__SUPPLIED MATERIAL__
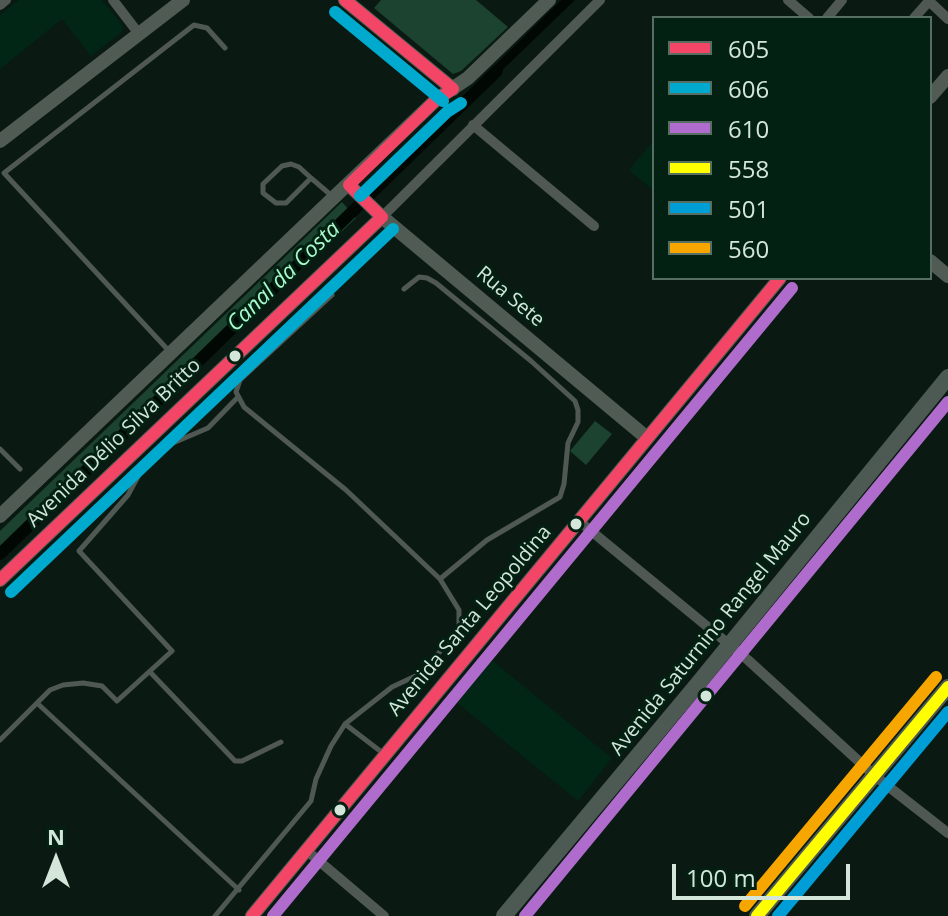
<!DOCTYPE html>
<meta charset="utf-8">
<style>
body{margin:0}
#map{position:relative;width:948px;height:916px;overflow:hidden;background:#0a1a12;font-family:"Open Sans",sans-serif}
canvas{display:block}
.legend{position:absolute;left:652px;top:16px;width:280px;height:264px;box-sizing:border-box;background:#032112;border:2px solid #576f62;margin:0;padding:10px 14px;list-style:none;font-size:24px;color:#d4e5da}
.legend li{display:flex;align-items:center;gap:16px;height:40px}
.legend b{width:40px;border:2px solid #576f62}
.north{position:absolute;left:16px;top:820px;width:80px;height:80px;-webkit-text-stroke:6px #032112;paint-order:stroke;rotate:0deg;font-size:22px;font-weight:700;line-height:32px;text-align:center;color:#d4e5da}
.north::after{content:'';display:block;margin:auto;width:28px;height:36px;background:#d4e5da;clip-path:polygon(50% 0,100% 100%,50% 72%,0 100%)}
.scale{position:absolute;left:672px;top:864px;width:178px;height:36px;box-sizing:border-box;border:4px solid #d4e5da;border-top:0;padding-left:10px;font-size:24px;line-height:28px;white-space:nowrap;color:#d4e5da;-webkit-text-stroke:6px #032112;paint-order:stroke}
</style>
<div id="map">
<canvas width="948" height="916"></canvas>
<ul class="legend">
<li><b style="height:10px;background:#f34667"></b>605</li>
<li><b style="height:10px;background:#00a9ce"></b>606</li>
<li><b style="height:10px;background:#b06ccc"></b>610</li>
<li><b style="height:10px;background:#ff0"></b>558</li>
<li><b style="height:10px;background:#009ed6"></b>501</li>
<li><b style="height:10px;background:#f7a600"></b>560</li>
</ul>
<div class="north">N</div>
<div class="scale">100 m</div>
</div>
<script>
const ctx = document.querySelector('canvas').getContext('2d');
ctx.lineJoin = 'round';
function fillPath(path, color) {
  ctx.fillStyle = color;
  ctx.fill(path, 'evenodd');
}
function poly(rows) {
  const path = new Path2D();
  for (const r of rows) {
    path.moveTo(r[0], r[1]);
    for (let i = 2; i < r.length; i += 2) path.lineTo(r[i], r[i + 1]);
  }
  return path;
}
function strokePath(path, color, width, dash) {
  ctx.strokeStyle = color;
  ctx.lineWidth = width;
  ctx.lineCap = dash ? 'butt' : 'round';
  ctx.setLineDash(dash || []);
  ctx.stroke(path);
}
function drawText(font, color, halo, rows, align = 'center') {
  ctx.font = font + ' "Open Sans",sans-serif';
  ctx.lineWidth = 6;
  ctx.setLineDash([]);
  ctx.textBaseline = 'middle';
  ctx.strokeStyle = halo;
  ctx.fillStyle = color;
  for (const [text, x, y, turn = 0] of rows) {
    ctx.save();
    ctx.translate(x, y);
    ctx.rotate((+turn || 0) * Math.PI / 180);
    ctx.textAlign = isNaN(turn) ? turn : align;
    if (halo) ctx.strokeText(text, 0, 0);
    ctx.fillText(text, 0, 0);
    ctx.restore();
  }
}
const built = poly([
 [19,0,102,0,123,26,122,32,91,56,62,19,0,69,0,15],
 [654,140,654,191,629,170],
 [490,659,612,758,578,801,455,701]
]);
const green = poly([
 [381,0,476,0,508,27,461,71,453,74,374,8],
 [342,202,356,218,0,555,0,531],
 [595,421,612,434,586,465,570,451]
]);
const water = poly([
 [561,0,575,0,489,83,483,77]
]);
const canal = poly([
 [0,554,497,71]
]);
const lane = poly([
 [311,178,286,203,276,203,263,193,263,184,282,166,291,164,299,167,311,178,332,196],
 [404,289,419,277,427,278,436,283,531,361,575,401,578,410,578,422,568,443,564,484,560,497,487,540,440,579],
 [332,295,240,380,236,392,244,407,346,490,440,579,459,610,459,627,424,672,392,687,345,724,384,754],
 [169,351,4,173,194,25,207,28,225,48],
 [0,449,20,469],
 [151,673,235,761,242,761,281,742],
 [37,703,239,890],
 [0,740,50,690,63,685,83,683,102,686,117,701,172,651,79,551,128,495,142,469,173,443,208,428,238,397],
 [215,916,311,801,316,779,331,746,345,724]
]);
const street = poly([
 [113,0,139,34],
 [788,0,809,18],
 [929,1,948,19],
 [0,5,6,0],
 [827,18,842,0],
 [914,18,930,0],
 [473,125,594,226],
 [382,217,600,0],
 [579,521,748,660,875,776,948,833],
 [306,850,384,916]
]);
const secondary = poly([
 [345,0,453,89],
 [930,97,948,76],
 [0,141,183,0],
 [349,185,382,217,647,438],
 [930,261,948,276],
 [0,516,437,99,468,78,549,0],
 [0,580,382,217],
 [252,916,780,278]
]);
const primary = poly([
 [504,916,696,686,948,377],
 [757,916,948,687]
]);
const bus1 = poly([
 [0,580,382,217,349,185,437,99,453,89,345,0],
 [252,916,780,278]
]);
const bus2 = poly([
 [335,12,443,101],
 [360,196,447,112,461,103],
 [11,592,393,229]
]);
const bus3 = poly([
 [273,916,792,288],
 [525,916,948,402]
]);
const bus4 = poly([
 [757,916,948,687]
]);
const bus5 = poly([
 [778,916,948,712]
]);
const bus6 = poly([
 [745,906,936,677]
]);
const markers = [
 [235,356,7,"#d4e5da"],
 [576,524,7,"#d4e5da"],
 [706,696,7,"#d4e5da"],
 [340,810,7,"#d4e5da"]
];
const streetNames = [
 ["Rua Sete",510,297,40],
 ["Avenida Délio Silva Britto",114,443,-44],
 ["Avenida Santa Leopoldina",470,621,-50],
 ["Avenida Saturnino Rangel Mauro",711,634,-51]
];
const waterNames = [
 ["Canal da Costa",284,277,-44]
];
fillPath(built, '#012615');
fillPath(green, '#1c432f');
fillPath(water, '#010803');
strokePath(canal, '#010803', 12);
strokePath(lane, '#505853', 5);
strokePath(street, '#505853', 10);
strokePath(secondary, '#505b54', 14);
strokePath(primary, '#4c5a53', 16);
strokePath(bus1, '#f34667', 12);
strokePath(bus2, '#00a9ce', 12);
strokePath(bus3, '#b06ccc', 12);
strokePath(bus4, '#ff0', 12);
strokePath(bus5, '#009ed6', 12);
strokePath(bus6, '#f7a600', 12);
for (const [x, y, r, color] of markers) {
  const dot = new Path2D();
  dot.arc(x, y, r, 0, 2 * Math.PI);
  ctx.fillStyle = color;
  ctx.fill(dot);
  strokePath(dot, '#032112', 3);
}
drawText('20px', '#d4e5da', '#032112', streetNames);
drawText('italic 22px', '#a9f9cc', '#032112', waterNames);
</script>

__ABOUT THIS TASK__
Copy the records above exactly, starting at the line that contains "for (const [x, y, r, color]" and ending at the last line, and leave out all earlier lines.

__TASK OUTPUT__
for (const [x, y, r, color] of markers) {
  const dot = new Path2D();
  dot.arc(x, y, r, 0, 2 * Math.PI);
  ctx.fillStyle = color;
  ctx.fill(dot);
  strokePath(dot, '#032112', 3);
}
drawText('20px', '#d4e5da', '#032112', streetNames);
drawText('italic 22px', '#a9f9cc', '#032112', waterNames);
</script>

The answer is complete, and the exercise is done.